节点文献
关键区域感知的图像启发故事结尾生成研究
Key Region Awareness for Image-Guided Story Ending Generation
【作者】 李志刚;
【导师】 黄清宝;
【作者基本信息】 广西大学 , 电气工程, 2023, 硕士
【摘要】 图像启发的故事结尾生成是一种多模态生成任务,它要求模型根据输入的故事上下文和图像生成一句符合上下文逻辑和图像信息的故事结尾,具有良好的研究和应用价值。现有的工作通过将故事上下文与图像全局特征相融合,取得了一定的成效。然而,他们没有考虑故事上下文和图像不同区域之间的逻辑关系,且忽略了图像的高级语义信息,如图像情感。这可能导致生成的故事结尾在逻辑或情感方面与给定的图文信息不一致。
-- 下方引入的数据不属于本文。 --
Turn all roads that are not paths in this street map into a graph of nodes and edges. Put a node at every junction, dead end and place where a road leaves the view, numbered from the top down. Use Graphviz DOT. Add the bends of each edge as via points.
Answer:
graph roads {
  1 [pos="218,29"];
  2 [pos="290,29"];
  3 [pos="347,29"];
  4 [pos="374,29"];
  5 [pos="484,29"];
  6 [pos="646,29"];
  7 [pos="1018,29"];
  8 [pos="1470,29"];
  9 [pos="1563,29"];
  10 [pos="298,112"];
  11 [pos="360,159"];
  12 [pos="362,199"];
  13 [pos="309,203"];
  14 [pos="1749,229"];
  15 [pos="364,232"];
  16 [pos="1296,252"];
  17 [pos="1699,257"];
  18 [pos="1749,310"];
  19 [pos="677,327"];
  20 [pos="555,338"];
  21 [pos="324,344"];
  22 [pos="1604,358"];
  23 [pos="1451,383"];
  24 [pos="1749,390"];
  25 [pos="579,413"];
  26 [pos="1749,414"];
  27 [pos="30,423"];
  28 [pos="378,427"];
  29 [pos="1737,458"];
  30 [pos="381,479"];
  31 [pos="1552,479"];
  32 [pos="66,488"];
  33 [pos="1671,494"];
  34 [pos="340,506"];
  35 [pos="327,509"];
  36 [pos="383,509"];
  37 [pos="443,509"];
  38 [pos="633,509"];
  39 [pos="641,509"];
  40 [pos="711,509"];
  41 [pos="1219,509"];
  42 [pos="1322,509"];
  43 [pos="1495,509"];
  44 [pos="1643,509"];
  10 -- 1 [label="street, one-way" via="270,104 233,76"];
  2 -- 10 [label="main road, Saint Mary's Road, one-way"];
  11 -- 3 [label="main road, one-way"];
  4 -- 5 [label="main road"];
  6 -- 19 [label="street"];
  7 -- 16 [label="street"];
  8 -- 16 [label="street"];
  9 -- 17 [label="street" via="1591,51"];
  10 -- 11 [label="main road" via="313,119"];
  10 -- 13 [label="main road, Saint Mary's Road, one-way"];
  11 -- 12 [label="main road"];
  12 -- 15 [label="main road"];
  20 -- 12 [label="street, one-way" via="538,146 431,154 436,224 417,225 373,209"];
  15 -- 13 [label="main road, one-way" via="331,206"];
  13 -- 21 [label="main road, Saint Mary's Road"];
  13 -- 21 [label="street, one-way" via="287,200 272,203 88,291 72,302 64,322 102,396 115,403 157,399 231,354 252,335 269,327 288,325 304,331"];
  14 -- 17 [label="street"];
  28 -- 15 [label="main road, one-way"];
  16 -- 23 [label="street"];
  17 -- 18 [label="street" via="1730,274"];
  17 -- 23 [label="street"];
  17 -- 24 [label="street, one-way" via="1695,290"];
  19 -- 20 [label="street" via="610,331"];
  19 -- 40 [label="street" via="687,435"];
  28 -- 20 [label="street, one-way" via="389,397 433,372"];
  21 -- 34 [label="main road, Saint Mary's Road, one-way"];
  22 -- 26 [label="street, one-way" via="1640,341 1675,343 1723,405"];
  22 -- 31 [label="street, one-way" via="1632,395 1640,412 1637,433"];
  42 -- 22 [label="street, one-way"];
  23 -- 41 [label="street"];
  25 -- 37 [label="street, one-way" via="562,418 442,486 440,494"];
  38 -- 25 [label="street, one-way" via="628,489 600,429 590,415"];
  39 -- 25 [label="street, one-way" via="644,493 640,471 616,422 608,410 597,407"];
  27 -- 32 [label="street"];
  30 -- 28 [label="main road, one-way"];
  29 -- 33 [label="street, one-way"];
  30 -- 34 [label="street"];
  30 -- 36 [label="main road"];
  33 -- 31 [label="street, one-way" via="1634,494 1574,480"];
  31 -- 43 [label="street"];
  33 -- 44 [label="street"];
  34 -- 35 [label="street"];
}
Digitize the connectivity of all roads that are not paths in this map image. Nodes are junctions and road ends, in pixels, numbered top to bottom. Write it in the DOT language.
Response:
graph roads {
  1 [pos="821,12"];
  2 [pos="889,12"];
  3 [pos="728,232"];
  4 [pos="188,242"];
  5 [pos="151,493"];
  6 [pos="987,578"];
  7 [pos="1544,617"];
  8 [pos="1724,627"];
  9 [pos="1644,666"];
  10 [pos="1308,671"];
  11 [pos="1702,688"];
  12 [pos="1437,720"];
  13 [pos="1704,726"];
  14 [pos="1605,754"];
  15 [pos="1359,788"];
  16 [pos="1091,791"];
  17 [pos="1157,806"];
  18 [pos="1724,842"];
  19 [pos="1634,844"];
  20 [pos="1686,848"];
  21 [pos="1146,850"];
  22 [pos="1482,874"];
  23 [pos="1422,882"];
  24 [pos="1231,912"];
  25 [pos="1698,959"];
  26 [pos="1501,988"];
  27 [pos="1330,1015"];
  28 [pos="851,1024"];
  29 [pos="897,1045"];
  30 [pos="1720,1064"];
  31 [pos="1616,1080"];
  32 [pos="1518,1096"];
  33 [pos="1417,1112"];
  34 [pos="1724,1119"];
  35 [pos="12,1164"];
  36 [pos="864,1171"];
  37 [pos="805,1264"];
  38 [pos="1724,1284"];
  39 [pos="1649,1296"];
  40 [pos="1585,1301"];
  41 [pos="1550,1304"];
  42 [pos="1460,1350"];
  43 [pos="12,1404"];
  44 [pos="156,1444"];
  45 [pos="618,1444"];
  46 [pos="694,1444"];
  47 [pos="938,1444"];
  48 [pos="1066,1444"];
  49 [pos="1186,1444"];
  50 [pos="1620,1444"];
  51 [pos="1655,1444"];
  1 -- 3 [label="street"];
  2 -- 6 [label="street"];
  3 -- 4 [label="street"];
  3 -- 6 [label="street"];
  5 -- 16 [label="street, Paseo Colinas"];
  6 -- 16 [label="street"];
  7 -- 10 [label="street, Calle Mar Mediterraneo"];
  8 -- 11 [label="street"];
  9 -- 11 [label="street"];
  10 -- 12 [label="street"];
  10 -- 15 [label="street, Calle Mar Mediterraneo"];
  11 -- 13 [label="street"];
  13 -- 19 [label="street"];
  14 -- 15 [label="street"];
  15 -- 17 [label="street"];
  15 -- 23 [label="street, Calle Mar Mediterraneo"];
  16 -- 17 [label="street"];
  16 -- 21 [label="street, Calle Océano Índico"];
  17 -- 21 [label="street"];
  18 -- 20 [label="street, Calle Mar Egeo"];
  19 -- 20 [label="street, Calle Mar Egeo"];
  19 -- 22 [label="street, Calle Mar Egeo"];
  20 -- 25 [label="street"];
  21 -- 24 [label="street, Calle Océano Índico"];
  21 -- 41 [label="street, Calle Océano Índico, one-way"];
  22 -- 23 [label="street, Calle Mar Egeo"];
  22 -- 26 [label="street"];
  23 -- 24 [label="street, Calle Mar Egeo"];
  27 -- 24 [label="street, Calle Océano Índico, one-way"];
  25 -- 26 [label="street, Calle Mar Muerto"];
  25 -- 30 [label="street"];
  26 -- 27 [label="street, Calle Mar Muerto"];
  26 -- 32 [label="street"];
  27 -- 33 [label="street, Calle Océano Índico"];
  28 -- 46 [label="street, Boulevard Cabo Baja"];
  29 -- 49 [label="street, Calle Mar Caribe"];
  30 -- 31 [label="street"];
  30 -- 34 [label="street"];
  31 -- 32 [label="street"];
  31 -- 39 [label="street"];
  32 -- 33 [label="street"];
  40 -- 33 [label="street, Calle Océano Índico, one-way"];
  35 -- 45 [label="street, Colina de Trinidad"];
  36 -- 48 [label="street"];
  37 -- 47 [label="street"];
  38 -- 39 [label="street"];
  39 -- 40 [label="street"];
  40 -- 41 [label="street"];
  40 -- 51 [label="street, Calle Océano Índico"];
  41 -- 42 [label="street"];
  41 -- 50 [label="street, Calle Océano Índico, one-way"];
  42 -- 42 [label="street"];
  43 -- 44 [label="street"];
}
因此在本文中,我们尝试通过获取符合故事上下文发展趋势的图像关键区域,并引入图像的情感特征,使模型生成符合逻辑且富有情感的故事结尾。为此,我们提出了一个基于图的关键区域感知的图像启发故事结尾生成模型(KRA),主要由图匹配机制、知识提取与过滤器和图像情感提取器组成。在该模型中,我们提出了一个图匹配机制用于获取符合上下文发展趋势的图像关键区域的特征。具体来讲,我们设计了一个知识提取与过滤器用于获取故事上下文关键词的知识图,并利用场景图解析器构建输入图像的场景图。通过有序地将各关键词知识图与图像场景图进行对比,得到一个场景子图。该子图对应的图像区域为符合上下文发展趋势的关键区域,子图中的特征为该关键区域的图像特征。此外,我们采用图像情感提取器获取了该关键区域的情感特征。因此,KRA模型能够获取符合上下文发展趋势的图像关键区域的内容及情感特征,生成更加符合逻辑且富有情感的故事结尾。实验表明,KRA模型性能优于各基准模型。经过分析我们认为KRA模型还存在一些可以改进的地方:1)该模型中的图匹配机制是一种机械式的对比过程,不够灵活有效;2)该模型只利用了图像的关键区域特征而忽略了图像其他部分,没有能够充分利用图像信息。因此,我们对KRA模型进行了改进,提出了一个多粒度特征融合的图像启发故事结尾生成模型(MGF)。在MGF模型中,我们首先获取图像情感特征并将其作为图像全局特征的一部分。然后,我们设计了一个场景子图选择器,通过挑选与故事上下文最相关的场景子图来获取图像的关键区域。最后,我们分别从物体级别、区域级别和全局级别对文本与图像特征进行了融合。改进的MGF模型能够充分利用给定的图文信息,生成符合逻辑、富有情感且内容丰富的故事结尾。实验结果表明,MGF模型在自动评估和人工评估指标上均取得了当前最好的效果。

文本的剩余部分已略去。